U.S. crop producers are not likely to see much impact on their business when Cargill distributes its 64 percent stake in fertilizer giant Mosaic to Cargill's shareholders and debt holders in coming months.
"There's absolutely no change in our operations or the way we do business," said Rob Litt, spokesman for The Mosaic Company.
Veteran fertilizer industry executive Douglas Stone, president of an eight-month-old company formed to buy fertilizer for three co-ops in Iowa, Nebraska, and South Dakota, agrees with Litt. "It's a behind-the-scenes shift," said Stone. "There's no change in their management or marketing strategies."
Long-term strategic and financial flexibility are two top benefits to Mosaic, the company said in its announcement of the deal.
"Cargill has been an outstanding majority shareholder," said Mosaic President and Chief Executive Officer James Prokopanko in a conference call with investors. Cargill, which has two active executives on the Mosaic board of directors, has supported Mosaic but let the fertilizer company's executives run their business. However, with Cargill gone as majority owner, he said, "It would give us more time to meet with investors and not dance around with, 'What are Cargill's plans with its Mosaic investment?'"
By transferring its stake in Mosaic, Cargill will keep its status as a private company while it meets the needs of charitable trusts formed through estate planning of Margaret A. Cargill, one of the company's largest shareholders, who died in 2006. Cargill's share of Mosaic is to be distributed in steps that can take more than two years.
Cargill also has been a good customer for Mosaic, said Prokopanko. "We have had a special committee that's reviewed the independence of those transactions, insuring that they were at arms-length, market rates," he told investors. "They'll continue as a customer and we'll sell them product, invoice them, and they will pay us as in the past at market pricing."
Mosaic touts its combination of North American and international production and distribution as a competitive advantage. The company is the world's largest producer of finished phosphate products and a major potash producer. It also owns port and warehouse distribution facilities in six domestic locations and leases or contracts with facilities cross the United States. Through those, Mosaic sells to customers who resell into distribution channels or directly to farmers.
Mosaic was formed in 2004 from the combination of IMC Global and Cargill's fertilizer businesses. That was part of the domestic and global fertilizer industry consolidation over recent decades, said Stone. As successful companies sought investments, they built their businesses through acquisitions.
"With consolidation, the number of potential suppliers has been whittled down," said Stone. "You have fewer manufacturers and they have become very selective in how they market," and the markets have become driven more by demand than by supply.
As suppliers consolidated, smaller retailers lost their ability to gain suppliers' attention. One result was retail consolidation.
Some retail dealers or cooperatives have responded by forming buying groups to aggregate their demand.
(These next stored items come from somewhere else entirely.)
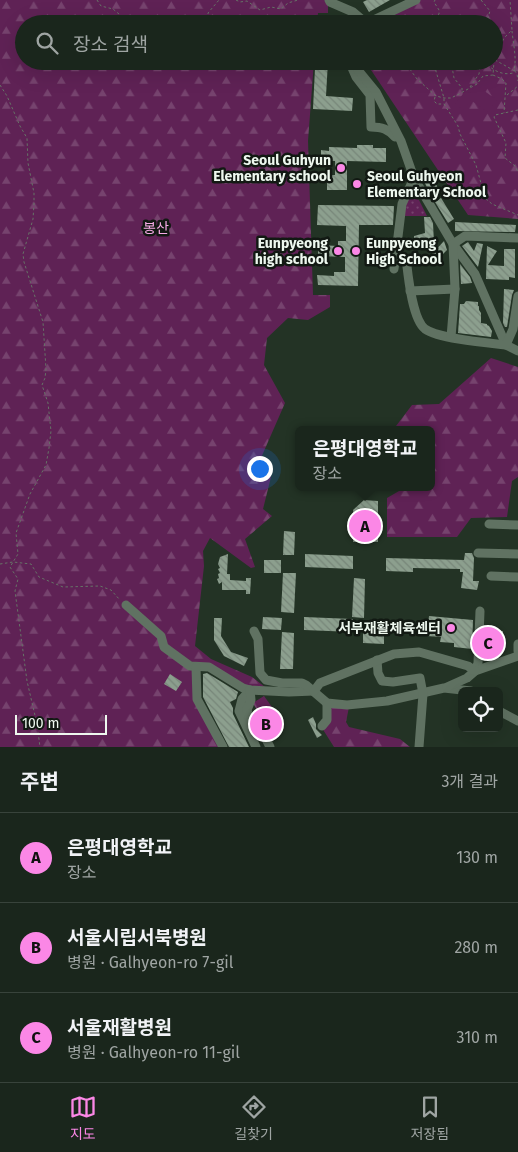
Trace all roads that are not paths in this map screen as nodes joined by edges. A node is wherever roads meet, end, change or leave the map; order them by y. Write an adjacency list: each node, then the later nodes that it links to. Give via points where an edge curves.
1 (329, 0): 3 (street)
2 (416, 0): 4 (street)
3 (357, 15)
4 (384, 15)
5 (353, 70): 7 (street, via 370,95 371,127 389,130)
6 (358, 70): 7 (street, via 376,92)
7 (406, 156): 8 (street)
8 (414, 178): 10 (street); 12 (street, via 402,204)
9 (518, 238): 10 (street, via 465,236)
10 (453, 244): 13 (street); 17 (street, via 475,274)
11 (406, 258): 14 (street)
12 (394, 269)
13 (455, 289): 14 (street); 16 (street)
14 (410, 291): 16 (street, via 419,321 426,330)
15 (518, 296): 17 (street, via 513,329)
16 (451, 337): 17 (street)
17 (506, 345): 18 (street)
18 (518, 351)
19 (489, 524): 20 (street)
20 (518, 525)
21 (478, 553): 22 (street)
22 (518, 554)
23 (491, 576): 24 (street)
24 (518, 577)
25 (126, 605): 32 (street, via 161,636 164,647 190,666)
26 (480, 611): 33 (street)
27 (254, 631): 37 (street, via 258,640 260,673 266,680 302,683)
28 (518, 644): 29 (street)
29 (518, 651)
30 (518, 656): 33 (street)
31 (377, 660): 33 (street, via 394,654 419,652); 37 (street, via 320,683); 38 (street, via 382,681 420,678)
32 (196, 666): 35 (street, via 209,667); 46 (street, via 197,699)
33 (475, 671): 34 (street)
34 (444, 688): 36 (street); 38 (street)
35 (250, 690): 37 (street); 43 (street, via 239,707); 45 (street, via 247,713)
36 (458, 690)
37 (314, 691): 39 (street)
38 (423, 694): 39 (street, via 347,705); 49 (street)
39 (327, 703): 44 (street, via 327,720)
40 (503, 713): 41 (street)
41 (518, 721)
42 (268, 722): 45 (street)
43 (244, 724): 45 (street); 47 (street)
44 (322, 726)
45 (258, 728): 48 (street)
46 (224, 747)
47 (256, 747)
48 (270, 747)
49 (419, 747)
Buying groups may be providing volume protection, said Stone, "but the price is fairly commoditized." In addition to securing supplies, higher-volume buyers also tend to gain broader market perspective. Risk management is still evolving, said Stone, and buying groups probably have not reached the point of providing much value in risk management.
Stone said Consolidated Sourcing Solutions, where he is president, is taking a different approach, buying specifically for three members. Consolidated was formed last year by Farmers Cooperative Company, Ames, Iowa; Central Valley Ag Cooperative, O'Neill, Neb., and South Dakota Wheat Growers, Aberdeen, S.D.
"They are involved in the buying decision and the pricing," said Stone. "We've been at it for eight months. So far, they feel it's brought competitive advantage to them."